[Given entries Boundary: Start]
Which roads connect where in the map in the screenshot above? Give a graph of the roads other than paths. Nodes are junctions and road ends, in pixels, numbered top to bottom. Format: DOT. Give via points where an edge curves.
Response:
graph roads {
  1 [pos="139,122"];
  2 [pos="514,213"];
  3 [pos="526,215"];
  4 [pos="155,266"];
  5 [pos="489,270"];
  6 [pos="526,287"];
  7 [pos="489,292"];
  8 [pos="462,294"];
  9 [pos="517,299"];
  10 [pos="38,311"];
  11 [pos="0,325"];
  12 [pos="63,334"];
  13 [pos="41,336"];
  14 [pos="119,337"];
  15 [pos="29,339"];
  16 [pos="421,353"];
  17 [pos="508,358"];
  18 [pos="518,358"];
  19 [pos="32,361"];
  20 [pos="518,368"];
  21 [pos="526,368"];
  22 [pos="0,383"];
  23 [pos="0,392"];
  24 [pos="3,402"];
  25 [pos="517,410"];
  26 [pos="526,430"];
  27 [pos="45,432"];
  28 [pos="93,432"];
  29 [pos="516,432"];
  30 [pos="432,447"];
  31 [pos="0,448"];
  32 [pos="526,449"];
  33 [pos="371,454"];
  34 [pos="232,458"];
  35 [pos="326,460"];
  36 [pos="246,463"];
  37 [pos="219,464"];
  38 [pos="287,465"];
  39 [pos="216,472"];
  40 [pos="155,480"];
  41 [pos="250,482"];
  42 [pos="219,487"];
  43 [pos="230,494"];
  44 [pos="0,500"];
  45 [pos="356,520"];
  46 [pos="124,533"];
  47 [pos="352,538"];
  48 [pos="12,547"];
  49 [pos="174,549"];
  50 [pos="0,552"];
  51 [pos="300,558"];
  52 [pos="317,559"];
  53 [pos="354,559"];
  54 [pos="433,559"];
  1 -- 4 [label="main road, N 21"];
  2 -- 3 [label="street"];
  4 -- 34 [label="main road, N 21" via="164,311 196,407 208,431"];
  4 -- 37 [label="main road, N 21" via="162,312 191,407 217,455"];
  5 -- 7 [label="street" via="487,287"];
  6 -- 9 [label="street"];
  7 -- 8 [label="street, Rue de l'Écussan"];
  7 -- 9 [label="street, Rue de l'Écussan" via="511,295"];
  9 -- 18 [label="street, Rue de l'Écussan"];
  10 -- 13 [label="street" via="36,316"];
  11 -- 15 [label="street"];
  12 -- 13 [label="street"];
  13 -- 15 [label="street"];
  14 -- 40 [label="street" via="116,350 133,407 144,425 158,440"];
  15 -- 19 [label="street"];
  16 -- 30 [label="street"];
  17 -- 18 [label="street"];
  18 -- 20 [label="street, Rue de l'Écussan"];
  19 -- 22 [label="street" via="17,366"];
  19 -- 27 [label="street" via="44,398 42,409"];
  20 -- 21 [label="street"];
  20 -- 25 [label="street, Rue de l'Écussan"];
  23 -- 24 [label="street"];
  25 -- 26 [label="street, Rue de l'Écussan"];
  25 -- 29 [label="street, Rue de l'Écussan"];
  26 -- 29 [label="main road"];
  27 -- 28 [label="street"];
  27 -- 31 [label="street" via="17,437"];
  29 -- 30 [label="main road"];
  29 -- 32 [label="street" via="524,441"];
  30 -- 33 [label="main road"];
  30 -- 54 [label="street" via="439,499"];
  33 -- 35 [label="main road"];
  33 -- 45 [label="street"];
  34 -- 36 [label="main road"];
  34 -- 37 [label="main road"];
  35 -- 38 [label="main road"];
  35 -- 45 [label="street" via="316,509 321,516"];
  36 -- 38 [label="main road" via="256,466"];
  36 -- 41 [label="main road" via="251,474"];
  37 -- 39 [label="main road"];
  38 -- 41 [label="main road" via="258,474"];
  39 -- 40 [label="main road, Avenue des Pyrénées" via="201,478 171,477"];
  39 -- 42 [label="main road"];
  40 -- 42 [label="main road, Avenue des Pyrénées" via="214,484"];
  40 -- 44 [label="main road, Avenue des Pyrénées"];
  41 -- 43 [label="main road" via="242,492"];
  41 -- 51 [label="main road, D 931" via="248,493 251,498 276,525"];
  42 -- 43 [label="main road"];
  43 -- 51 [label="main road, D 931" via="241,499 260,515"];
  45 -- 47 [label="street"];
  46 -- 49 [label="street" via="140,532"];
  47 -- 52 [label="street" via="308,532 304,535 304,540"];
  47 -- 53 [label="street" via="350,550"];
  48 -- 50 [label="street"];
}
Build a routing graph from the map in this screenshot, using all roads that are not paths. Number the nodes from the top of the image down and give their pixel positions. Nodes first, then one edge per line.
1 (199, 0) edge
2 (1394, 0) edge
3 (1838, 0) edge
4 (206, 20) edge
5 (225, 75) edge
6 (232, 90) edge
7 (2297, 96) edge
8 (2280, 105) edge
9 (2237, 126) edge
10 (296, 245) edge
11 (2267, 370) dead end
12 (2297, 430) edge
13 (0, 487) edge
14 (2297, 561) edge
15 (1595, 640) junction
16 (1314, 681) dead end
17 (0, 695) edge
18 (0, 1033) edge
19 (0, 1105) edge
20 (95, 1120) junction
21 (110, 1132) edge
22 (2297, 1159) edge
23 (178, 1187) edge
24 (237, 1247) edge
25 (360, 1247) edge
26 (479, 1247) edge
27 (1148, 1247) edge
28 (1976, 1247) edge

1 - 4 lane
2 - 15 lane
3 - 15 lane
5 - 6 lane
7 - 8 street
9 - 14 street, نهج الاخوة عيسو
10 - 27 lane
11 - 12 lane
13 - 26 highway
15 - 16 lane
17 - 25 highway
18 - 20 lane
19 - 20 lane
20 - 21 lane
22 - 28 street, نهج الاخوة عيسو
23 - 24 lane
[Given entries Boundary: End]
* Task brief: Copy whichever lines above contain the string "الاخوة".

* Exercise solution:
9 - 14 street, نهج الاخوة عيسو
22 - 28 street, نهج الاخوة عيسو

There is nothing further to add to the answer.